More than three years on, very little has changed. As multiple visits to the region have made all too clear, local officials know precious little about Islamist terrorist groups and feel even less urgency to act against them. All of which has allowed assorted radicals to exist in a state of legal grace. In one famous example, a top al-Qaeda financier and recruiter named Khaled Hussein Ali operated openly for years in Sao Paulo, Brazil, despite an April 2011 expose by the newsmagazine Veja connecting him to the Bin Laden network. To be sure, money laundering, narcotrafficking, and counterfeiting, through which terrorist organizations often raise funds, are generally criminalized. However, no corresponding restrictions or penalties exist for involvement in Islamist terrorist organizations.
ENTER HAMDAR
Peru is no exception. Although the country does possess an extensive legal framework against domestic terrorism, which was crafted in the 1990s in response to the indigenous terror threat once posed by the Shining Path militant group, the state does not have the tools in place that it needs to effectively prosecute Hamdar and future foreign terrorists. Having successfully battled Shining Path into relative passivity over the past decade-and-a-half, Peru has stopped short of developing concrete policies and protections against international terrorism more broadly.

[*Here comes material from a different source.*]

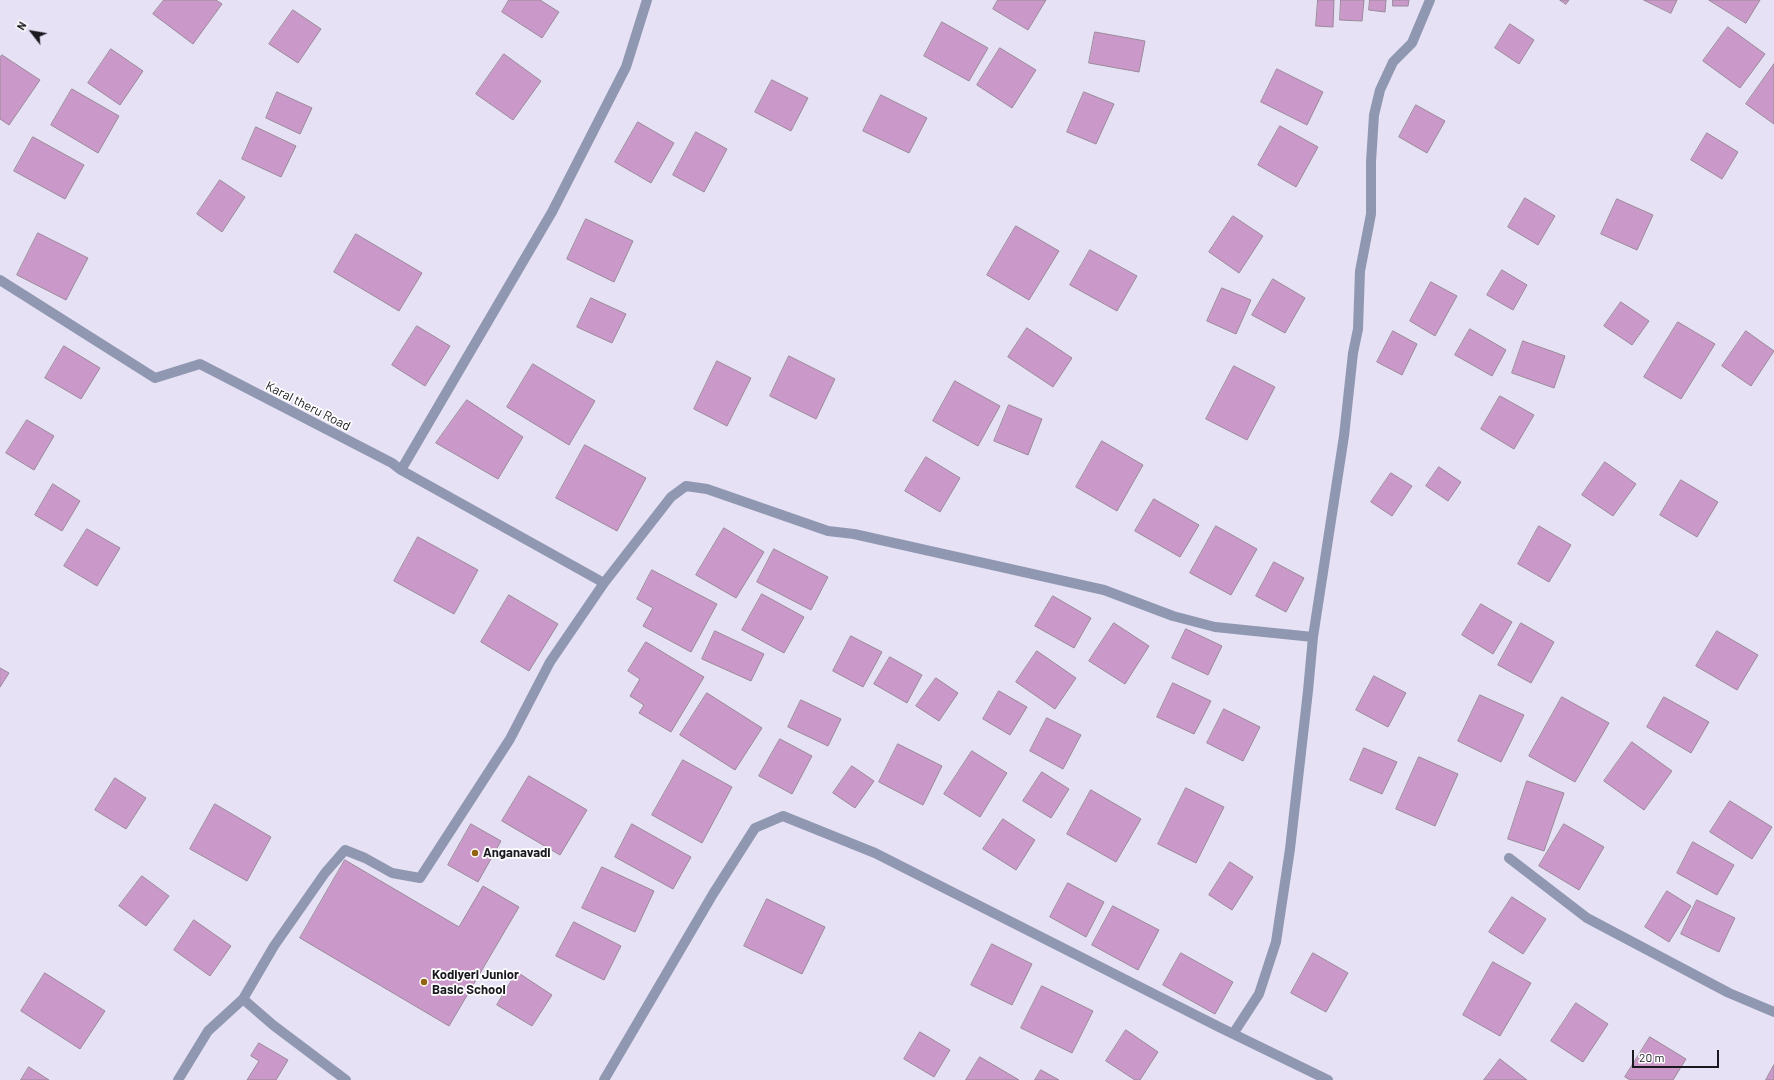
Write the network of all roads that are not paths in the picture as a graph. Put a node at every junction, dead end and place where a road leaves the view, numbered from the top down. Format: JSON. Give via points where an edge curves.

Hamdar could change all that. If the prosecution succeeds in securing a guilty verdict, it would be tantamount to a criminalization of Hamdar's membership in Hezbollah—a milestone in a region that currently lacks any such legal precedent. The local effects would be immediate, empowering Peruvian authorities to track down and unravel the network of operatives and supporters that Hezbollah has erected throughout the country. But a conviction would likewise send a powerful signal to Hezbollah and other threat groups now active in the region that their activities in Latin America can no longer be considered cost-free.
That makes Peru's legal offensive one worth watching. And, for policymakers in Washington eager to spur greater international involvement in the fight against terrorism, that makes it an effort worth supporting.